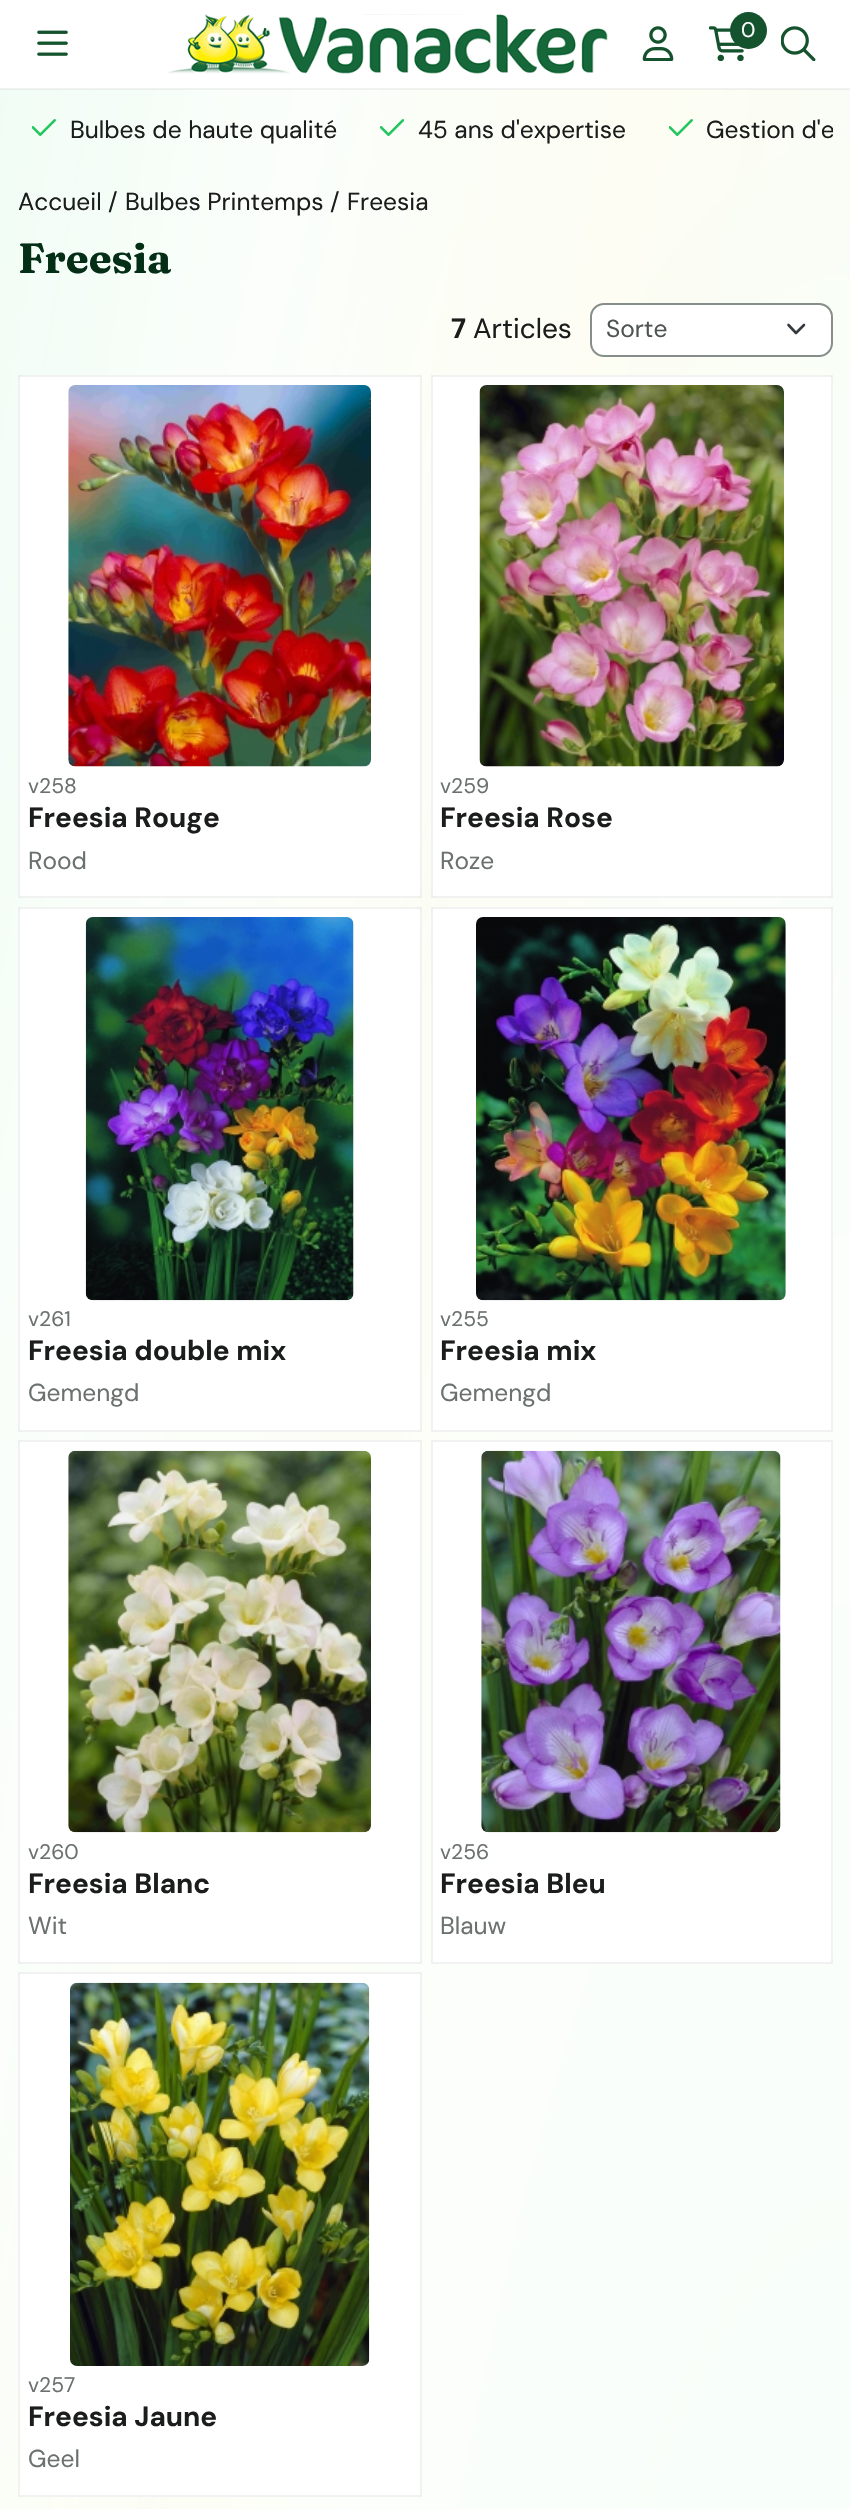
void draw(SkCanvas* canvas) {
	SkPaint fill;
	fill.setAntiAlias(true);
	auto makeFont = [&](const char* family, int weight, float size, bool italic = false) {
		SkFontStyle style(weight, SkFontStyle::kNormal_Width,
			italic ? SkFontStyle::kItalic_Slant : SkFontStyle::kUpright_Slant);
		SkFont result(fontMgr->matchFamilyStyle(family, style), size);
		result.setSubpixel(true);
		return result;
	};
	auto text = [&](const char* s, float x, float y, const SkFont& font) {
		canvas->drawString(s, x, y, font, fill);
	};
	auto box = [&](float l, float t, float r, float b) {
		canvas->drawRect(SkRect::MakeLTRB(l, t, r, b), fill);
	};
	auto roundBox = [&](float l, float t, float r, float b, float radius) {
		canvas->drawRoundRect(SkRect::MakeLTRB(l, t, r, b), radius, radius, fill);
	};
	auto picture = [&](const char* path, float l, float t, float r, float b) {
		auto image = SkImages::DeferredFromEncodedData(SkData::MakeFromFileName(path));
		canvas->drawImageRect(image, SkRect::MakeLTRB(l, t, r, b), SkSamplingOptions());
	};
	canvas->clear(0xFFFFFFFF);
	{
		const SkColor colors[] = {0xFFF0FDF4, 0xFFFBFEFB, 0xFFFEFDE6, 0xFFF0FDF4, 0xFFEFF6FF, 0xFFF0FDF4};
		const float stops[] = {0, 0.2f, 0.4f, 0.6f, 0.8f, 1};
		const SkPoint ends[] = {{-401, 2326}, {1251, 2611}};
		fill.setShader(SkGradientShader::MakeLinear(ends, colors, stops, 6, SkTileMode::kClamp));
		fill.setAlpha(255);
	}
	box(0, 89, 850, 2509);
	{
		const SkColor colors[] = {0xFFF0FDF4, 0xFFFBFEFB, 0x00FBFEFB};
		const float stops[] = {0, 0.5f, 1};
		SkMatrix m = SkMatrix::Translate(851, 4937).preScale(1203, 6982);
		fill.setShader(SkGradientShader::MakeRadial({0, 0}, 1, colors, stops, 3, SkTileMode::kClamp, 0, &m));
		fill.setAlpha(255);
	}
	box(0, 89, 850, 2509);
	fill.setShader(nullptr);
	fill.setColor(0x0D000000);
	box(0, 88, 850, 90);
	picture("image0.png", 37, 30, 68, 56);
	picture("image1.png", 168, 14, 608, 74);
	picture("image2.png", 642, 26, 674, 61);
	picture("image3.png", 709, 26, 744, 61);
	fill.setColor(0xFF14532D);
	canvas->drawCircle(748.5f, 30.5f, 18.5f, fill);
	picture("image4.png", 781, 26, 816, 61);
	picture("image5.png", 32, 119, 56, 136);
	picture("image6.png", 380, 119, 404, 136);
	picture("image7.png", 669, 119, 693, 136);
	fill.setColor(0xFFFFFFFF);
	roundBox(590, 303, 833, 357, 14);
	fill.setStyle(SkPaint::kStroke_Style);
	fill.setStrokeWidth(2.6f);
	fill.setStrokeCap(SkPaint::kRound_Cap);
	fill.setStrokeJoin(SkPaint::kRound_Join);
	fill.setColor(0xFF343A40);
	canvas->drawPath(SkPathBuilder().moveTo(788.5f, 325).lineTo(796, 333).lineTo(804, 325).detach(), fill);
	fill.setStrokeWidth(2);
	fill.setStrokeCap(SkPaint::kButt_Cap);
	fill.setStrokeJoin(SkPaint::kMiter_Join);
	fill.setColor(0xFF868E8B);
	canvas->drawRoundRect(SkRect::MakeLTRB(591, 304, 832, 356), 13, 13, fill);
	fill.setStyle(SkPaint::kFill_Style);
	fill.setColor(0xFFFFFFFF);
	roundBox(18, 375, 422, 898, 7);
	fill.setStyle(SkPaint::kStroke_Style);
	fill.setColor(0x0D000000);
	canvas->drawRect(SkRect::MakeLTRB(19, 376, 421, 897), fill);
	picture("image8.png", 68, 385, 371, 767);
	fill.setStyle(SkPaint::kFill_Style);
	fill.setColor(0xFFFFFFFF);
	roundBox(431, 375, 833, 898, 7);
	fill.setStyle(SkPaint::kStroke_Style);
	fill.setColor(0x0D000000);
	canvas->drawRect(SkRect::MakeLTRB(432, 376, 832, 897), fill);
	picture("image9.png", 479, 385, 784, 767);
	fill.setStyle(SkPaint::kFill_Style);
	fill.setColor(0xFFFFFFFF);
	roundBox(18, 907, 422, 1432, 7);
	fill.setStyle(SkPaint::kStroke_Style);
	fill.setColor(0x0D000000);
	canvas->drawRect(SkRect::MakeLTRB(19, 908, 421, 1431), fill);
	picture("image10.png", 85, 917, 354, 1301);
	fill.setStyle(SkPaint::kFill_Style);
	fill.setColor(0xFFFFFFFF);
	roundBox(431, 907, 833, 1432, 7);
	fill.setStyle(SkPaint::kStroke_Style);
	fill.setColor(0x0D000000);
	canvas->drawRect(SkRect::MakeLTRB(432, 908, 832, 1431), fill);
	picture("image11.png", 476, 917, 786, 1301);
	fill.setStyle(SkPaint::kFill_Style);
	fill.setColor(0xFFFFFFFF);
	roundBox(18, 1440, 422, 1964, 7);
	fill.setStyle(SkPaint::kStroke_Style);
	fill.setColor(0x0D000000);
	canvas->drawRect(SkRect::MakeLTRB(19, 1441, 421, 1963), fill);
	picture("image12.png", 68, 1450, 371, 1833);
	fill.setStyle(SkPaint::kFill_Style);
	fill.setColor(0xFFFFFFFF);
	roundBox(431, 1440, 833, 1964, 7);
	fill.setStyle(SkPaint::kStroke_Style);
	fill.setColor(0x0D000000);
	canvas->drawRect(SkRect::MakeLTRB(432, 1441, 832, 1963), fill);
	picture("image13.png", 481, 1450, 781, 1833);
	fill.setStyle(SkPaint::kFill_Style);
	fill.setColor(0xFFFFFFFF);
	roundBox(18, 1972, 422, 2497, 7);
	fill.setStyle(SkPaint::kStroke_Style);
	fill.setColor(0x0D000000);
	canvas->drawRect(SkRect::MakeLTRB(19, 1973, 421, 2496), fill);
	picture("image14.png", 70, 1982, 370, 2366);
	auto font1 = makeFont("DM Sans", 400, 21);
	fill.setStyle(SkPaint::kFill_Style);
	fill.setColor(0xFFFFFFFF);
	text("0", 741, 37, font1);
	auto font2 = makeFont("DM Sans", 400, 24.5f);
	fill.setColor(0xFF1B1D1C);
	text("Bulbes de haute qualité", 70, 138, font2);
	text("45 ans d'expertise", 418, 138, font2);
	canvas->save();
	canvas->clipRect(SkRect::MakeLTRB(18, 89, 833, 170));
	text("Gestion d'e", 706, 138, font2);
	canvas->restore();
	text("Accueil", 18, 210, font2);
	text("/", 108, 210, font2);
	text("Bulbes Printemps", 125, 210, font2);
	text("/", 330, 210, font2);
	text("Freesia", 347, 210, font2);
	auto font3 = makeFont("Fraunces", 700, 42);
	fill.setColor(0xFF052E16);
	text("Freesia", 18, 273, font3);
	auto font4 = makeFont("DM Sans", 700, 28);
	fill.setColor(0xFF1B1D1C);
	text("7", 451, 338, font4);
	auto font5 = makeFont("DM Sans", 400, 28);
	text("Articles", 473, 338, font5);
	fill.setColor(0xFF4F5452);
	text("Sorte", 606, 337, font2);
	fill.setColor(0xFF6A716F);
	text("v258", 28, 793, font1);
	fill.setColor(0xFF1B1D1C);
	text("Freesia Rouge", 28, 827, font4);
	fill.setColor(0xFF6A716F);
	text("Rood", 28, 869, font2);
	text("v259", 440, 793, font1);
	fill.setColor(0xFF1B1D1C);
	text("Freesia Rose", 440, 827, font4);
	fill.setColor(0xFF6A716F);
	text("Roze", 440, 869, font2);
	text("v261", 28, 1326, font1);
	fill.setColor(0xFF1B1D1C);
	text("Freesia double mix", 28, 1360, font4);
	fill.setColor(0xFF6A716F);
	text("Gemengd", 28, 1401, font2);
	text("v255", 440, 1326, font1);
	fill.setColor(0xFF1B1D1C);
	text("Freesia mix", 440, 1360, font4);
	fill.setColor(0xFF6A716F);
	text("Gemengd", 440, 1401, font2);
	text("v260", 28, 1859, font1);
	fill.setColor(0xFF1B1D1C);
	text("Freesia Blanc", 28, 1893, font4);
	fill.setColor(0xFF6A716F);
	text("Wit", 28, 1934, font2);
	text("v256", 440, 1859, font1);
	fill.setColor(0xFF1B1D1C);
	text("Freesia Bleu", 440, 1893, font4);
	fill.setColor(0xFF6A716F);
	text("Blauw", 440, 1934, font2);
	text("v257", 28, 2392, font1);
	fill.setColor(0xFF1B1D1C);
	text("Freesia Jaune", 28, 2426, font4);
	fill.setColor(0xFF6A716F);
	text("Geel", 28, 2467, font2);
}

- - - -

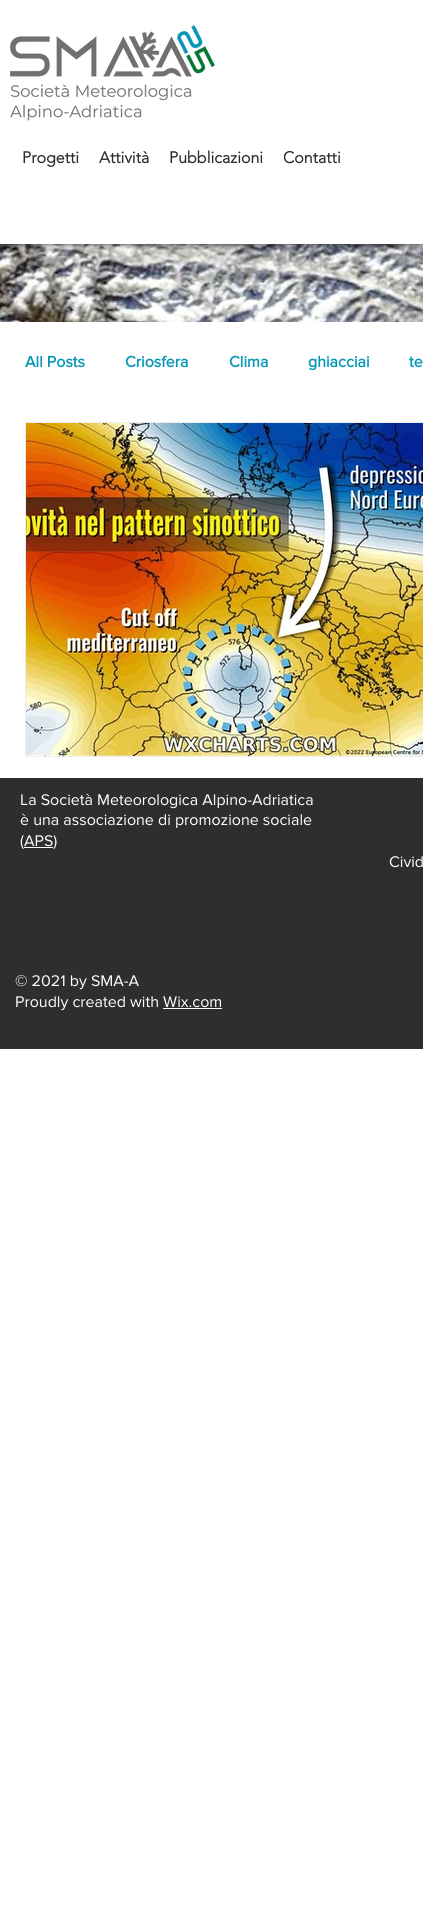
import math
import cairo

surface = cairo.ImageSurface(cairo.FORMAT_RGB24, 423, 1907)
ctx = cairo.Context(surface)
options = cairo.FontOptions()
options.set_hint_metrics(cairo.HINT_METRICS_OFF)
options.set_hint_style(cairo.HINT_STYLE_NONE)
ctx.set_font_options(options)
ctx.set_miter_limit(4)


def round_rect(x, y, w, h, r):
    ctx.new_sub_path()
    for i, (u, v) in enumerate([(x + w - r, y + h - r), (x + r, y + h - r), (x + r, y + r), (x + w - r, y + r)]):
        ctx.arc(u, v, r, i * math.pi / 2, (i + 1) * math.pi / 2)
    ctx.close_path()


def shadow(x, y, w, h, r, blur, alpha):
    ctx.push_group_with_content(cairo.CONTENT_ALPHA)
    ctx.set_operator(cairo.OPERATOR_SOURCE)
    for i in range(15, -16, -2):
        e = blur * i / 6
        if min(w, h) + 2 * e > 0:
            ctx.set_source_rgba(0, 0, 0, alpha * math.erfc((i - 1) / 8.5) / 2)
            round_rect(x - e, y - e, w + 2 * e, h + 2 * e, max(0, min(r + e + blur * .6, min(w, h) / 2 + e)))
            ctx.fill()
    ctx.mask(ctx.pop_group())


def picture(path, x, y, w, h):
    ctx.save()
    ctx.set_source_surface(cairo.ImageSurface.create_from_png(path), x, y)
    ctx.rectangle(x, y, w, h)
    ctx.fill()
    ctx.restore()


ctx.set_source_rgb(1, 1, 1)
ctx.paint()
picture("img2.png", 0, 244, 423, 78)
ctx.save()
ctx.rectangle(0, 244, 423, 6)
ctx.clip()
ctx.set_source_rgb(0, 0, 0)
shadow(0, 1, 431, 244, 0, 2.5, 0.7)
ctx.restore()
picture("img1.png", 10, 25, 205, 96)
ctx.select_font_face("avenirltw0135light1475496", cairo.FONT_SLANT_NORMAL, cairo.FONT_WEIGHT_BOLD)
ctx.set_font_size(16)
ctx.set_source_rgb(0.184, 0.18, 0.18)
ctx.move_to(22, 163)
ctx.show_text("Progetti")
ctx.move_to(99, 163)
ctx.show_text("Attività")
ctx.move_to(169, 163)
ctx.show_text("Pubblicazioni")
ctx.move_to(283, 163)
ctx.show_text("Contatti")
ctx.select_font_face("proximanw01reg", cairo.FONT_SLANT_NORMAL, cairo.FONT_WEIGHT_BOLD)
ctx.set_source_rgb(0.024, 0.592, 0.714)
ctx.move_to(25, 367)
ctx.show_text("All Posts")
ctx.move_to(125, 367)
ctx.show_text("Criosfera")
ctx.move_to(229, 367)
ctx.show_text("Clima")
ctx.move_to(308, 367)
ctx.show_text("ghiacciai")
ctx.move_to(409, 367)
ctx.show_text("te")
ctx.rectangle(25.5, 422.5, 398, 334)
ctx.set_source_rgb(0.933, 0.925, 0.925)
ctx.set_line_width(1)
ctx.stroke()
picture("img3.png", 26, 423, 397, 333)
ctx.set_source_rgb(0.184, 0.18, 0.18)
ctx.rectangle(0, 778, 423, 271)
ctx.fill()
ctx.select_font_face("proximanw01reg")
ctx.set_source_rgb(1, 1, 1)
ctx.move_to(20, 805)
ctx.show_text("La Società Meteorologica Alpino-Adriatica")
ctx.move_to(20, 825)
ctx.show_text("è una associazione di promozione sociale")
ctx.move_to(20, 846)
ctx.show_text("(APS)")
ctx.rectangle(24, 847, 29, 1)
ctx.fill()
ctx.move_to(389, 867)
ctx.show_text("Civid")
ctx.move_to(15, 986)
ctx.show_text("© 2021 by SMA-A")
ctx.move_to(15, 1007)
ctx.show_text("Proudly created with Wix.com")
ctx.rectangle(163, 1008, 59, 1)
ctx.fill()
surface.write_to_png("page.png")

- - - -

Above are the records. Copy the lines beginning at the one that has "void draw(SkCanvas* canvas)" and ending with the one that has "auto box = [&](float", unchanged.

void draw(SkCanvas* canvas) {
	SkPaint fill;
	fill.setAntiAlias(true);
	auto makeFont = [&](const char* family, int weight, float size, bool italic = false) {
		SkFontStyle style(weight, SkFontStyle::kNormal_Width,
			italic ? SkFontStyle::kItalic_Slant : SkFontStyle::kUpright_Slant);
		SkFont result(fontMgr->matchFamilyStyle(family, style), size);
		result.setSubpixel(true);
		return result;
	};
	auto text = [&](const char* s, float x, float y, const SkFont& font) {
		canvas->drawString(s, x, y, font, fill);
	};
	auto box = [&](float l, float t, float r, float b) {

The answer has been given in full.